Liquidität, Liquidität, Liquidität

„Als erstes müssen unsere Betriebe die Zeit bis zur Lockerung der Corona-Maßnahmen überstehen. Dafür brauchen sie jetzt Liquidität. Sofort. Wenn wir wieder öffnen dürfen und der Betrieb langsam anläuft, brauchen wir immer noch Liquidität. Zwar hilft dann langsam aber sicher auch der reduzierte Mehrwertsteuersatz. Wer aber großflächig Insolvenzen in Gastronomie und Hotellerie bis dahin verhindern möchte, der muss jetzt mit einem Rettungspaket gegensteuern“, fasste Thomas Kahmer, Vorsitzender des DEHOGA Westfalen im Kreis Siegen-Wittgenstein, am Freitag zusammen.
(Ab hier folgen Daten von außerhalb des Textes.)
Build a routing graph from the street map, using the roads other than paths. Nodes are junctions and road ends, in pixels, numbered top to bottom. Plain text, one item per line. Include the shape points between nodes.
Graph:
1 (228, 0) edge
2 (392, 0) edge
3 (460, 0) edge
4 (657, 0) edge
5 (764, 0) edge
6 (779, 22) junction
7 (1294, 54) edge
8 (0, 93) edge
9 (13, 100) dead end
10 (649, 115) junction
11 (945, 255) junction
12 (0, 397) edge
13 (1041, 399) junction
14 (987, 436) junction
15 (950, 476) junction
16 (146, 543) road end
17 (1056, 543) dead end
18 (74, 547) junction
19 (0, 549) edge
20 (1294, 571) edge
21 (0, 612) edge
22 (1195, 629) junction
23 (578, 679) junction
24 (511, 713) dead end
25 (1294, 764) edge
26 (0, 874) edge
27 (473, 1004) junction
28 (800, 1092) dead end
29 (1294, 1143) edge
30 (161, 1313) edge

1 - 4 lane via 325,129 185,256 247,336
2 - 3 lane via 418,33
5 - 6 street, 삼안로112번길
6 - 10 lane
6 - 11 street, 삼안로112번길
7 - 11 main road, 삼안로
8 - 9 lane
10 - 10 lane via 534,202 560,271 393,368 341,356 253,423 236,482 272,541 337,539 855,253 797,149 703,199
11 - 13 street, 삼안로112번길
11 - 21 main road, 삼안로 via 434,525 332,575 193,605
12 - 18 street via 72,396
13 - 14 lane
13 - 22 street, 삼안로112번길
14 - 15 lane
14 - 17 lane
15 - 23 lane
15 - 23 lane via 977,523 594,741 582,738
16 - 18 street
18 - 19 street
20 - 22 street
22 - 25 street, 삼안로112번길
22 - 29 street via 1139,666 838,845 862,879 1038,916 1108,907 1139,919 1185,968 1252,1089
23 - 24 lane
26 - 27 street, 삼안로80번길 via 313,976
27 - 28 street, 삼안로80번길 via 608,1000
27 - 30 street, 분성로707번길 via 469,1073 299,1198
Reduzierung der Mehrwertsteuer zu spät 

Zur Erinnerung: Die große Koalition in Berlin hatte sich auf einen reduzierten Mehrwertsteuersatz von 7 Prozent auf Speisen, zeitlich befristet, geeinigt und auf eine gestaffelte Erhöhung des Kurzarbeitergeldes von 60 auf 80 Prozent. Ein eigenes Rettungspaket für das Gastgewerbe wurde jedoch nicht vereinbart. Kahmer und seine Kollegen drängen weiter auf das Rettungspaket, selbst wenn Lockerungen eingeführt werden: „Die werden auf unabsehbare Zeit erhöhte Hygiene-Maßnahmen und Mindestabstände bedeuten. Wenn zwischen den Gästen aber zwei Meter Platz sein müssen, Tische nur mit zwei Personen besetzt werden dürfen, kann das in der Praxis bis zu einer Halbierung der Plätze und mehr führen. Zusammen mit verändertem Gästeverhalten und Konsumzurückhaltung wegen Kurzarbeit und erhöhter Arbeitslosigkeit werden die Umsätze perspektivisch sehr niedrig bleiben. Und das wahrscheinlich bis ins nächste Jahr“, vermutet Kahmer.

Kneipen, Diskotheken und Clubs außen vor

Im Übrigen würden die bisher getroffenen Maßnahmen einer großen Gruppe von Gastronomen überhaupt nicht helfen: „Kneipen, Diskotheken und Clubs schauen weiterhin in die Röhre“. Dort wo der Hauptumsatz mit Getränken gemacht werde, helfe eine Mehrwertsteuerreduzierung auf Speisen kein bisschen, so Kahmer, der den reduzierten Mehrwertsteuersatz immerhin als „ein wichtiges Signal“ lobte und zugleich die Entfristung forderte. „Wir machen uns seit Jahren dafür stark. Und hätte es ihn vorher schon gegeben, wäre die Liquidität vieler Betriebe eine bessere gewesen.